[[ SOURCE RECORDS open ]]

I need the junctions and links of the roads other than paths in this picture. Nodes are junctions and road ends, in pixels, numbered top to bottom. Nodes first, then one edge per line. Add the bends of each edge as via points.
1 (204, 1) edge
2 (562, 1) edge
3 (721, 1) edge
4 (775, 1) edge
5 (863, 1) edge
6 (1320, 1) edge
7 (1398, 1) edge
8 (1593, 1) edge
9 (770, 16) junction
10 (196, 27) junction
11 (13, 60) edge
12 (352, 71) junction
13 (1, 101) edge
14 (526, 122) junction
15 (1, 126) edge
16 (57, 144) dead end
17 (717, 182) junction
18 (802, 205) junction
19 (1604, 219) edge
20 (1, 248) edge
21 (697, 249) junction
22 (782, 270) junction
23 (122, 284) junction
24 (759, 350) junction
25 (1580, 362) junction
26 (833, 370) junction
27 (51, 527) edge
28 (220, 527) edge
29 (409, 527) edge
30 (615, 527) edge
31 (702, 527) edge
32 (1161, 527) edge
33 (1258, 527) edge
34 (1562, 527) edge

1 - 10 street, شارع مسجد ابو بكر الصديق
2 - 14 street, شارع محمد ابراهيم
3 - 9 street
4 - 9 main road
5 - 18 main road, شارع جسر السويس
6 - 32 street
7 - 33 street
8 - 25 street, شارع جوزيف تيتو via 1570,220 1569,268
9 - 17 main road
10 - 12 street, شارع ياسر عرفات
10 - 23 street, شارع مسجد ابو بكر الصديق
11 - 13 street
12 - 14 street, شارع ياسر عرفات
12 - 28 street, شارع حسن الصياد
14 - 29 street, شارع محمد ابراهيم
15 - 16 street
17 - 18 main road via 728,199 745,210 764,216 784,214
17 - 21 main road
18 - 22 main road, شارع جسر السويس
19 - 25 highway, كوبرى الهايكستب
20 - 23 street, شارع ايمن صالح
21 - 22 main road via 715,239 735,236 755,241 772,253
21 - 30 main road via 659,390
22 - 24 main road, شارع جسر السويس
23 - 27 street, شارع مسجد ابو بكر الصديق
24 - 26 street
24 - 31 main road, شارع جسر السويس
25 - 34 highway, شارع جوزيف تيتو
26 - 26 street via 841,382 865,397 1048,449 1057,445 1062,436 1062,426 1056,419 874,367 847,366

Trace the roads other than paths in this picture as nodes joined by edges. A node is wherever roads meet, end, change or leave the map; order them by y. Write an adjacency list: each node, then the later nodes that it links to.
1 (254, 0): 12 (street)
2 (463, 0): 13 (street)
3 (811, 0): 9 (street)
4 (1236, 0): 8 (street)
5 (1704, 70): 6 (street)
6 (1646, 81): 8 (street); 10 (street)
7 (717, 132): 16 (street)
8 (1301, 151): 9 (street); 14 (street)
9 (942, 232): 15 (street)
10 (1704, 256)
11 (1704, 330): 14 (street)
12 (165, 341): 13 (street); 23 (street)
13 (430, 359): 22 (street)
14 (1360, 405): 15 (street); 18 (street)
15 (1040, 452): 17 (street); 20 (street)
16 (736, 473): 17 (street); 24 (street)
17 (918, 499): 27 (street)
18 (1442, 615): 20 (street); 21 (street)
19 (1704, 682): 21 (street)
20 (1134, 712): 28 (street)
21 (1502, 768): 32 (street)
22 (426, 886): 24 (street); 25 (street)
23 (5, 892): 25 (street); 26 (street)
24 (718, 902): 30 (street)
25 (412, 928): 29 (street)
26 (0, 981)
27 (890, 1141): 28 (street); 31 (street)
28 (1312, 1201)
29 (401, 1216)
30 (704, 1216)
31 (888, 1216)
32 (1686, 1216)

[[ SOURCE RECORDS closed ]]

Using the records above, report each line that contains the word "الصديق" by copying it.

1 - 10 street, شارع مسجد ابو بكر الصديق
10 - 23 street, شارع مسجد ابو بكر الصديق
23 - 27 street, شارع مسجد ابو بكر الصديق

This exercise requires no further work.